Response to HER-2 Pulsed DC1 Vaccines is Predicted by Both HER-2 and Estrogen Receptor Expression in DCIS

Patients with estrogen-independent (ERneg) human epidermal growth factor receptor-2 (HER-2)-positive ductal carcinoma in situ (DCIS) treated with lumpectomy alone or lumpectomy and radiation are at increased risk of developing subsequent breast cancer events. Thirty-eight patients with HER-2 expressing DCIS received a HER-2 pulsed autologous dendritic cell (DC1) vaccine administered over 4-6 weeks before surgical resection. HER-2 and estrogen receptor (ER) expression were determined by immunohistochemistry. In 35 patients, CD4(pos) T-cell sensitization to HER-2 peptides was identified by ELISPOT. In 19 patients, CD8(pos) T-cell responses were identified by ELISA. Clinical and immune responses postvaccination were compared between intermediate-expressing HER-2 (2+) and high-expressing HER-2 (3+) patients, as well as ERneg and estrogen-dependent (ERpos) patients. There was no significant difference in immune response after HER-2 vaccination in patients with HER-2 (2+) and (3+) tumors or ERneg and ERpos tumors.
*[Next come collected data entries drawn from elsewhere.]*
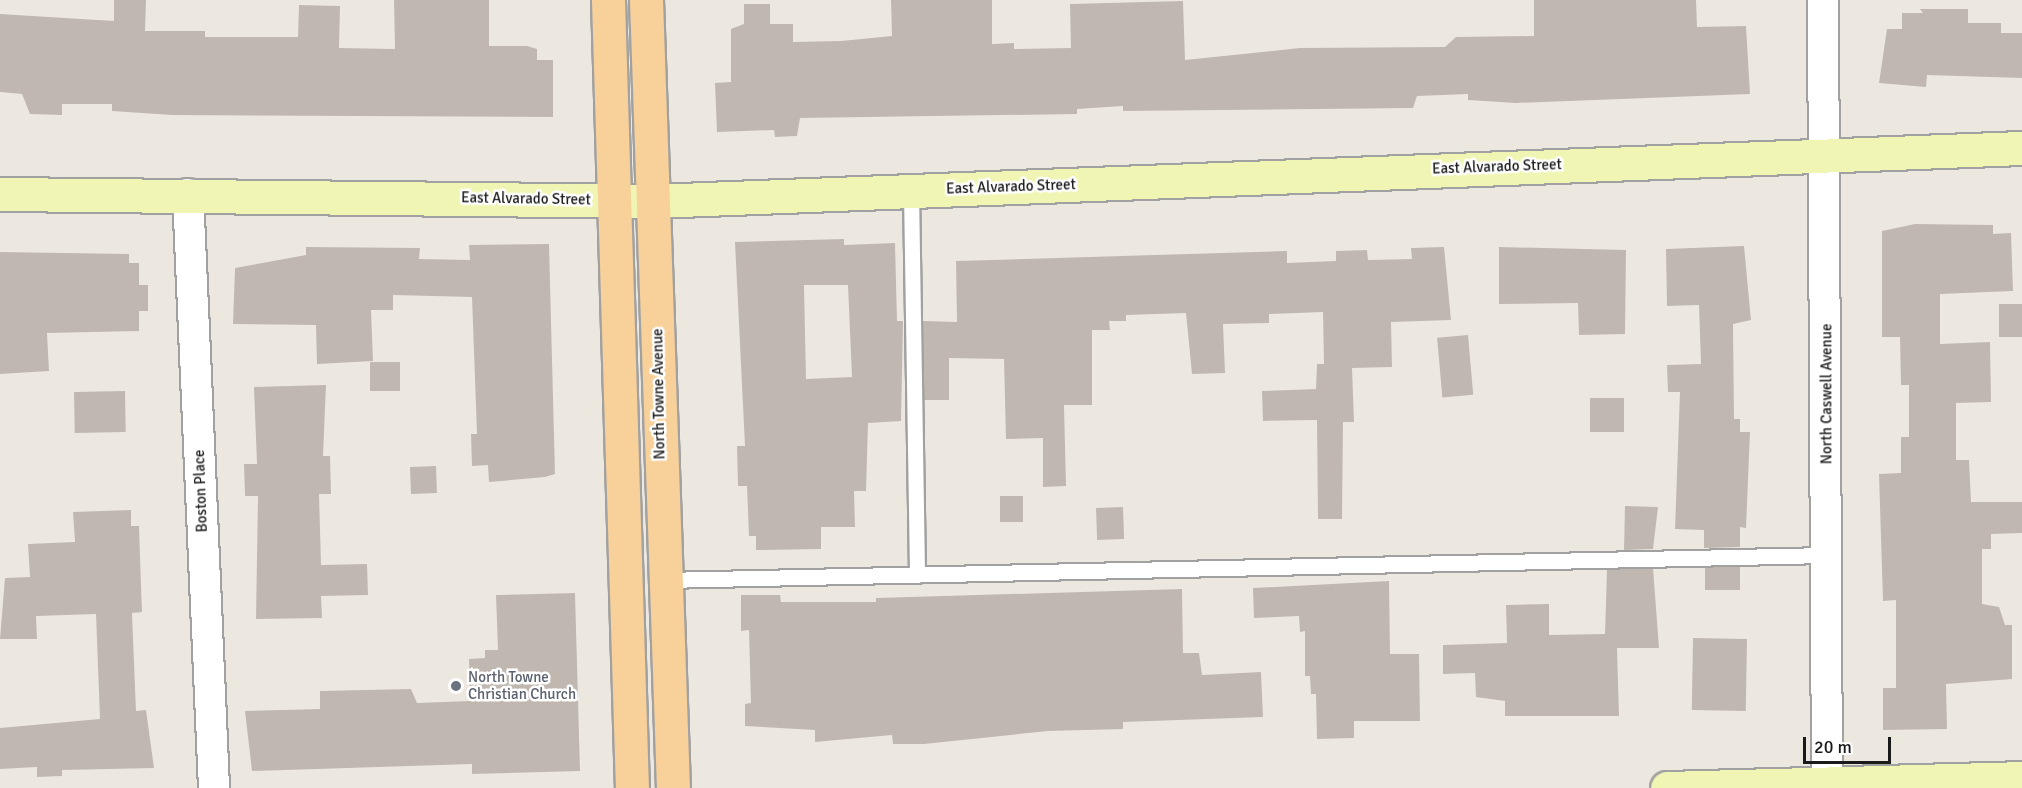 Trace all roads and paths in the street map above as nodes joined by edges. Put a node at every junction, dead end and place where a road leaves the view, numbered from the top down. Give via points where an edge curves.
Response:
1 (608, 0) edge
2 (646, 0) edge
3 (1823, 0) edge
4 (2022, 148) edge
5 (1827, 153) junction
6 (910, 191) junction
7 (0, 194) edge
8 (188, 194) junction
9 (616, 200) junction
10 (654, 201) junction
11 (1827, 555) junction
12 (917, 574) junction
13 (663, 580) junction
14 (2022, 778) edge
15 (1827, 785) edge
16 (214, 788) edge
17 (632, 788) edge
18 (673, 788) edge
19 (1667, 788) edge

1 - 9 main road
2 - 10 main road, North Towne Avenue
3 - 5 street, North Caswell Avenue
4 - 5 street, East Alvarado Street
5 - 6 street, East Alvarado Street
5 - 11 street, North Caswell Avenue
6 - 10 street, East Alvarado Street
6 - 12 lane
7 - 8 street, East Alvarado Street
8 - 9 street, East Alvarado Street
8 - 16 street, Boston Place
9 - 10 street, East Alvarado Street
9 - 17 main road
10 - 13 main road, North Towne Avenue
11 - 12 lane
11 - 15 street, North Caswell Avenue
12 - 13 lane
13 - 18 main road, North Towne Avenue
14 - 15 street
15 - 19 street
Complete tumor regression rates were similar in patients with HER-2 (2+) and (3+) DCIS. Overall, clinical response rates were similar in patients with ERneg and ERpos DCIS, but complete tumor regression was significantly more common in patients with ERneg DCIS. Despite equivalent immune responses after vaccination in patients with HER-2 (2+), HER-2 (3+), ERneg and ERpos DCIS, HER-2 pulsed DC1 induces more complete responses in patients with ERneg DCIS. These data provide a rationale for developing vaccinations to reduce recurrence in patients with ERneg DCIS for whom there are currently limited adjuvant options.